In retrospect, Jan Garbarek's 1993 collaboration with the Hilliard Ensemble, Officium, was a milestone in this deepening internationalism—and, sometime between registering the sleeve art of Duw A Wyr, a radical and radiantly beautiful album from the 24-year-old Welsh singer Lleuwen Steffan, and first playing the music, it's likely that Officium will flash through your mind. Both albums are built around liturgical vocal music, with saxophone improvisations eliding in and out of the voices.

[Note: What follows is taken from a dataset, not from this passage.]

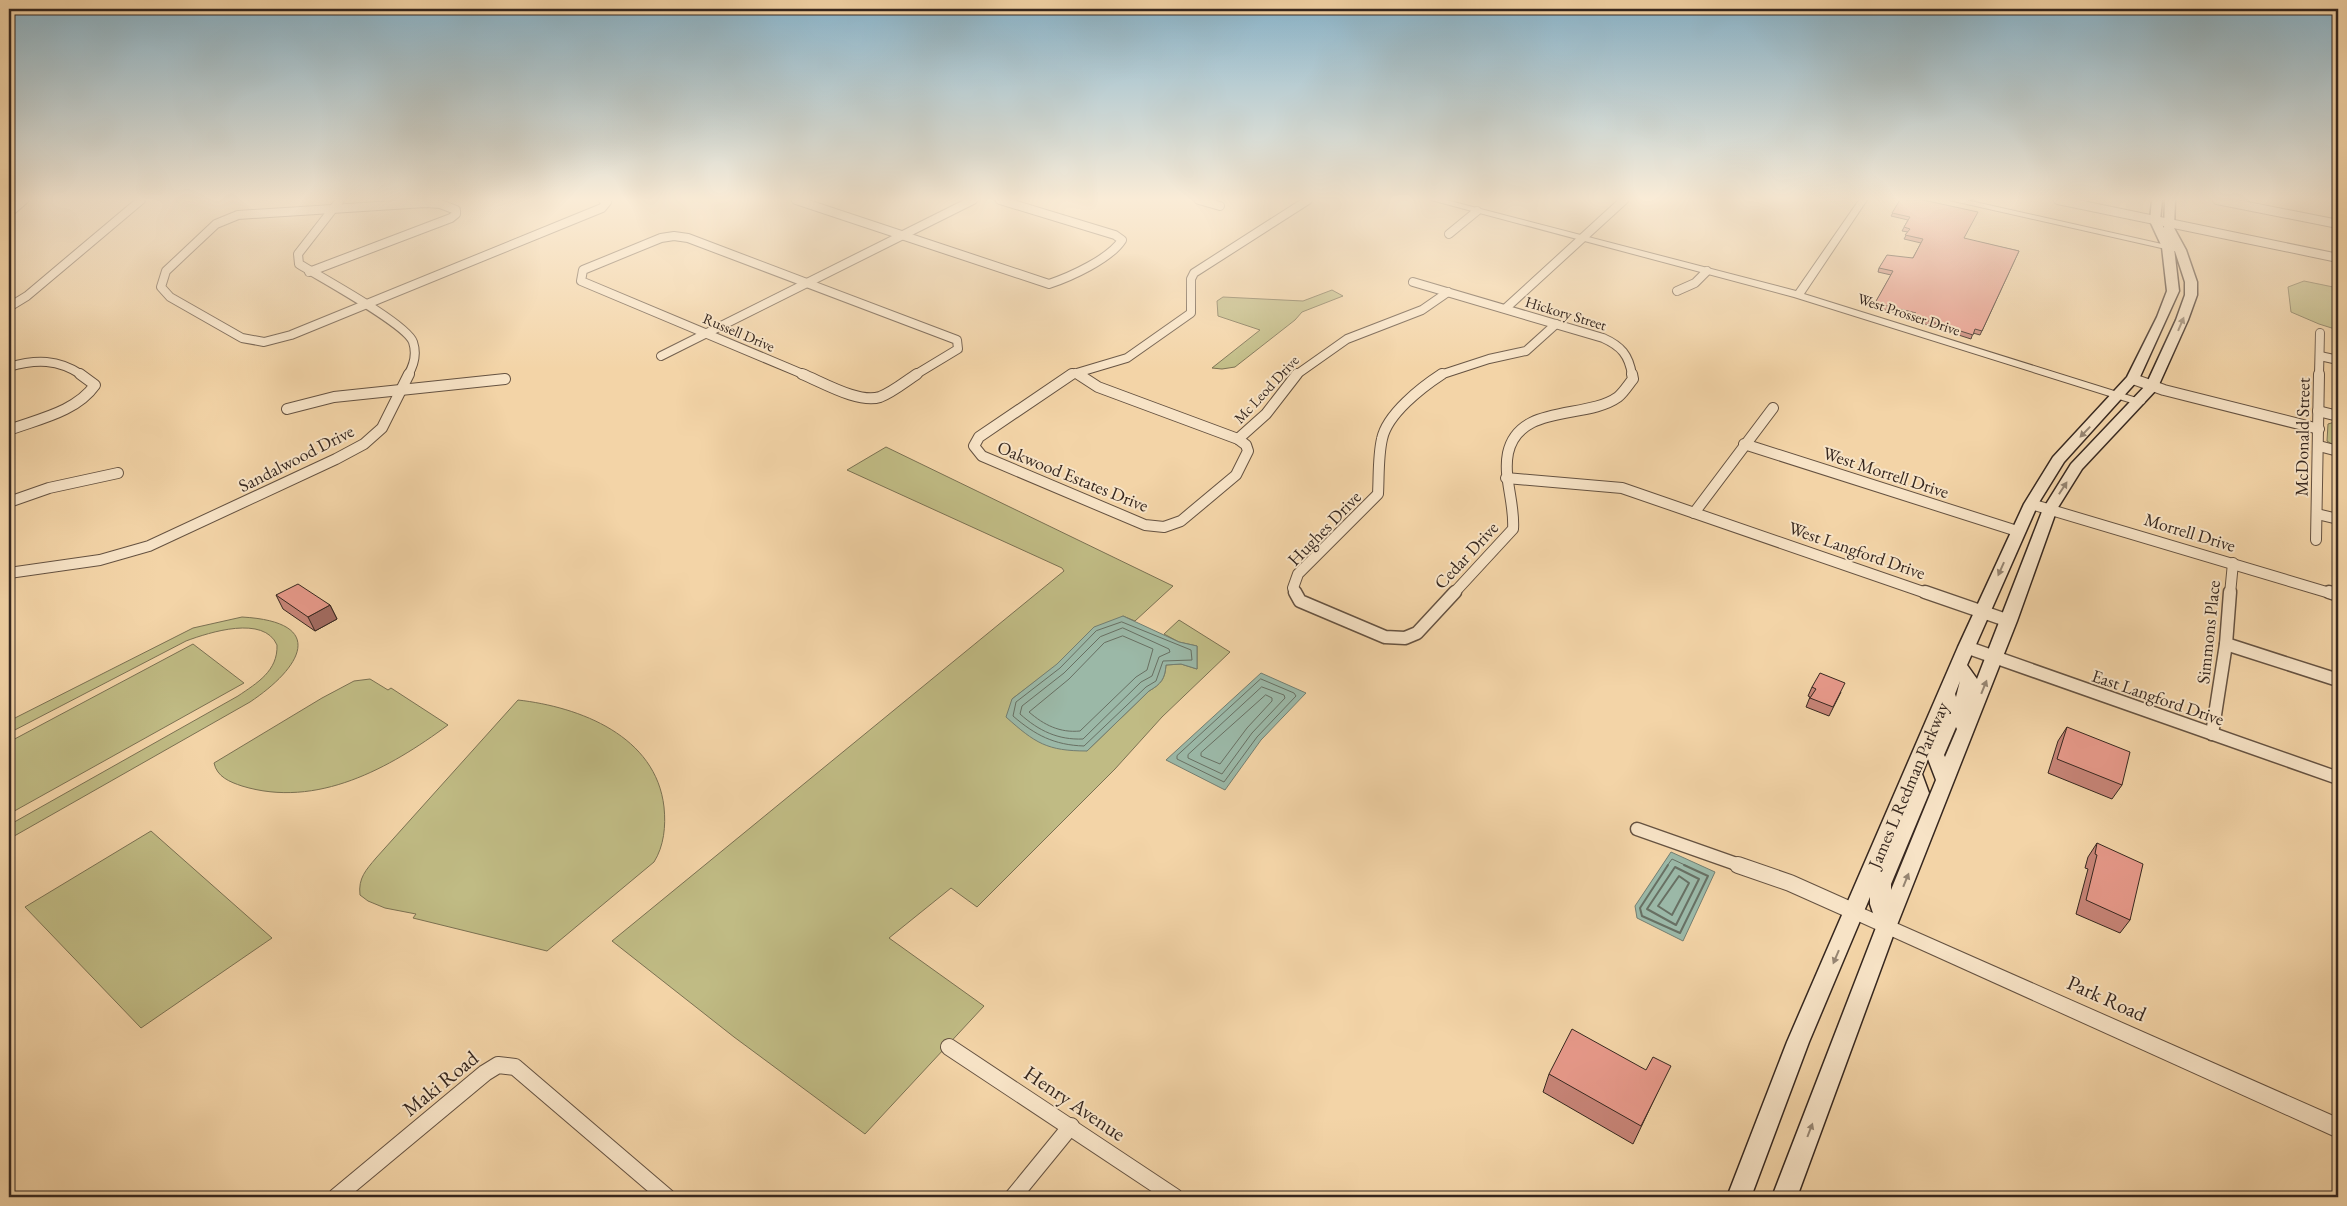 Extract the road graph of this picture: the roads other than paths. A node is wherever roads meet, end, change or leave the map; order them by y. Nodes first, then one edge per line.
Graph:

These are, however, only surface similarities. Duw A Wyr is distinct from its predecessor in two crucial respects. It is warm music, which Steffan sings as though singing love songs, and it is music that was first sung by working people. Where Officium used canons and plainchants sung by the educated European elite in the fourteenth century and filtered them through a rarified Nordic mist, the source material for Duw A Wyr is richly melodic, sometimes ecstatic, sometimes in pain, sung into folk history by proto-socialist miners during the Welsh religious revival of 1904-05.

The miners had dirt under their fingernails, and their eyes fixed on a better world, and—even though one may not understand the actual words sung here unless one is a Welsh speaker—you can hear these things in the music. (The synergies with Congo Square are marked, but probably shouldn't be overstated. Bad though their lot was, the Welsh miners were infinitely more fortunate than the slaves of Louisiana.)

As a double bonus, Duw A Wyr has considerable in-the-tradition jazz content—a tradition that pianist Huw Warren (who also produces, wonderfully, with a masterful sense of space) and saxophonist Mark Lockheart have of course been adept in transforming since both played with Loose Tubes in the '80s. They delight as accompanists, and also on two purely instrumental duets, the slow burn to passion of "Maracesh" and more meditative "God Only Knows."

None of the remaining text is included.